You have got to be kidding me. A bunch of you already fit the clown description. Decorating your car? That’s why people don’t respect Uber drivers.


----------



## Zaarc (Jan 21, 2019)

TemptingFate said:


> Candy basket? No.
> Puke bucket? Yes.


hey...one man's candy basket is another man's puke bucket.


----------



## Atavar (Aug 11, 2018)

Amos69 said:


> Hi Kevin, I am also a professional driver I average 10% on tips.
> 
> Do you have screenshots that support that? Most all the elite drivers I know are in the 8-12% range
> 
> Congratulations on your dominance!





Amos69 said:


> Hi Kevin, I am also a professional driver I average 10% on tips.
> 
> Do you have screenshots that support that? Most all the elite drivers I know are in the 8-12% range
> 
> Congratulations on your dominance!


Here is one I had handy. Keep in mind that cash tips were in addition to this. I believe for that week cash tips were about $70 but I don't have a picture of that for you. Lol


----------



## MajorBummer (Aug 10, 2019)

Dekero said:


> Haters gonna hate...thx for the back up


Btw ,save your receipts for snacks,water,decorations,etc. It's all tax deductible,just in case you dont have enuff miles to bring your income down to zero.
Car wash pass is deductible too.?


----------



## TXUbering (May 9, 2018)

I'm going to dress up my junk for Halloween. Going to get a big yes BIG pack of Fun Stripes gum and wrap it around my junk so that the next time I get some douchy college kid that asks me for gum, I'll just whip it out....


----------



## UbaBrah (Oct 25, 2019)

There was a shooting right outside my apartment last night. Who needs Halloween when you live in Sketchville USA.


----------



## Amos69 (May 17, 2019)

Kevin Kargel said:


> Here is one I had handy. Keep in mind that cash tips were in addition to this. I believe for that week cash tips were about $70 but I don't have a picture of that for you. Lol
> View attachment 370410


That's one period. Could be one big outlier tip, we all get those sometimes. I noticed this was from early September.

I ran 20% yesterday, but that is not my norm. If you really do that's great, but in my experience that doesn't happen.


----------



## ANT 7 (Oct 14, 2018)

Pax get nada.

I'm not paid enough to comp stuff and don't have a marketing budget.


----------



## Atavar (Aug 11, 2018)

Amos69 said:


> That's one period. Could be one big outlier tip, we all get those sometimes. I noticed this was from early September.
> 
> I ran 20% yesterday, but that is not my norm. If you really do that's great, but in my experience that doesn't happen.

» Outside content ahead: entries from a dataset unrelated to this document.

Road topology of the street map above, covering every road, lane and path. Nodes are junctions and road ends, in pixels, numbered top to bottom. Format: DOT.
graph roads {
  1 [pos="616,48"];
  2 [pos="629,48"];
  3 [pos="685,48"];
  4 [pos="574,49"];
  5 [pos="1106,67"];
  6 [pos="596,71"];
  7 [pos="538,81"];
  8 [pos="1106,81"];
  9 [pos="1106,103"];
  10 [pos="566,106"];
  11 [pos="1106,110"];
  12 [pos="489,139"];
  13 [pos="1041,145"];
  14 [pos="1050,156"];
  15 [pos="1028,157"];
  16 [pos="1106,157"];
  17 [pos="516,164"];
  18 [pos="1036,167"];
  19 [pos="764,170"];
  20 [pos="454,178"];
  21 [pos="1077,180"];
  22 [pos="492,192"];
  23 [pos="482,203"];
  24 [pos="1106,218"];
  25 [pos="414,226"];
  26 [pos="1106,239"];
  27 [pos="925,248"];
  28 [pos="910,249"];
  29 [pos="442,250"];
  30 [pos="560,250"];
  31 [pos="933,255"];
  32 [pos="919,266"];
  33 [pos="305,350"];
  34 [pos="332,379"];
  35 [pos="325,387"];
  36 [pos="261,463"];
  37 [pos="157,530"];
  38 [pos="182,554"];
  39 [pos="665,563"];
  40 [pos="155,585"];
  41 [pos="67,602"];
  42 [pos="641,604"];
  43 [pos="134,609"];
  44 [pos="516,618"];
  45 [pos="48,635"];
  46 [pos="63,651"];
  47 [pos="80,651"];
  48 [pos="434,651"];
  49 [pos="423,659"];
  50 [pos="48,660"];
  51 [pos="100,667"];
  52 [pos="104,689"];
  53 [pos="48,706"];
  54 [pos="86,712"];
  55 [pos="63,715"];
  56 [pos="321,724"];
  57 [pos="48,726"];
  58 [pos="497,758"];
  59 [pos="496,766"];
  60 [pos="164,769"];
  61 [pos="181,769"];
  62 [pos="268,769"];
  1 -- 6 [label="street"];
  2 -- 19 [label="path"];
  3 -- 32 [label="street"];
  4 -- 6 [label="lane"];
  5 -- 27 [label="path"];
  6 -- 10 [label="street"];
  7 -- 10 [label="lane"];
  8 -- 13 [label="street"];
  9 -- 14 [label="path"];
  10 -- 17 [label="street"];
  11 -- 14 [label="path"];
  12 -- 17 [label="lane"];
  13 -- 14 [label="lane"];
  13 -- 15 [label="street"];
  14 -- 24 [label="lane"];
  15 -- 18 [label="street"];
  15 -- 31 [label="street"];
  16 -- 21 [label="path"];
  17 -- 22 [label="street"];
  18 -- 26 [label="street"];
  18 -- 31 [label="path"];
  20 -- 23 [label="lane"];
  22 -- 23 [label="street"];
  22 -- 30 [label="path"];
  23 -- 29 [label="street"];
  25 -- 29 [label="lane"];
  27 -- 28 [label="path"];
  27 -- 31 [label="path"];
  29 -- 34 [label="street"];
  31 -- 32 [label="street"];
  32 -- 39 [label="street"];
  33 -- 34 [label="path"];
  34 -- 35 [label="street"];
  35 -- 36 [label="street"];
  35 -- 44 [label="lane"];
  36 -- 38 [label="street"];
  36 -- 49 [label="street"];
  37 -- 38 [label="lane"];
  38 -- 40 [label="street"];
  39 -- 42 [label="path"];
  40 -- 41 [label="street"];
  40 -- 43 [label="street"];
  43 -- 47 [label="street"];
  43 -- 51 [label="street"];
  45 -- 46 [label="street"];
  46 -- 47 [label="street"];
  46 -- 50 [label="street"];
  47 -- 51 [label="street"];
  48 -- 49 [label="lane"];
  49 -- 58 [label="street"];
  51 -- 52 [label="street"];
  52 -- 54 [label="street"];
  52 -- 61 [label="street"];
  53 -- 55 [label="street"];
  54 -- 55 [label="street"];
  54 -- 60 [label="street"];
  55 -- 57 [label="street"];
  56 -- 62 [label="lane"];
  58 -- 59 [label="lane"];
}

Thanks. And congrats on being a professional driver. Doing a good job really makes life more pleasant. 
Last night was 40%, and the night before that a guy handed me a Benjamin for getting his drunk girl friend home, so yes, we all do get those outliers. 
What it boils down to is if you want great tips then provide great service. Go the extra mile, drive to where it is most convenient for the customer, wait that extra minute with a smile on your face when needed. If your customers feel important, welcome, safe and appreciated the tips will come. 
The guys that want to provide minimum service but feel entitled to maximum tips are going to be constantly disappointed.


----------



## RideshareUSA (Feb 7, 2019)

WNYuber said:


> I need something, ANYTHING...to help drive tips. Does decorating or giving the PAX treats help generate revenue?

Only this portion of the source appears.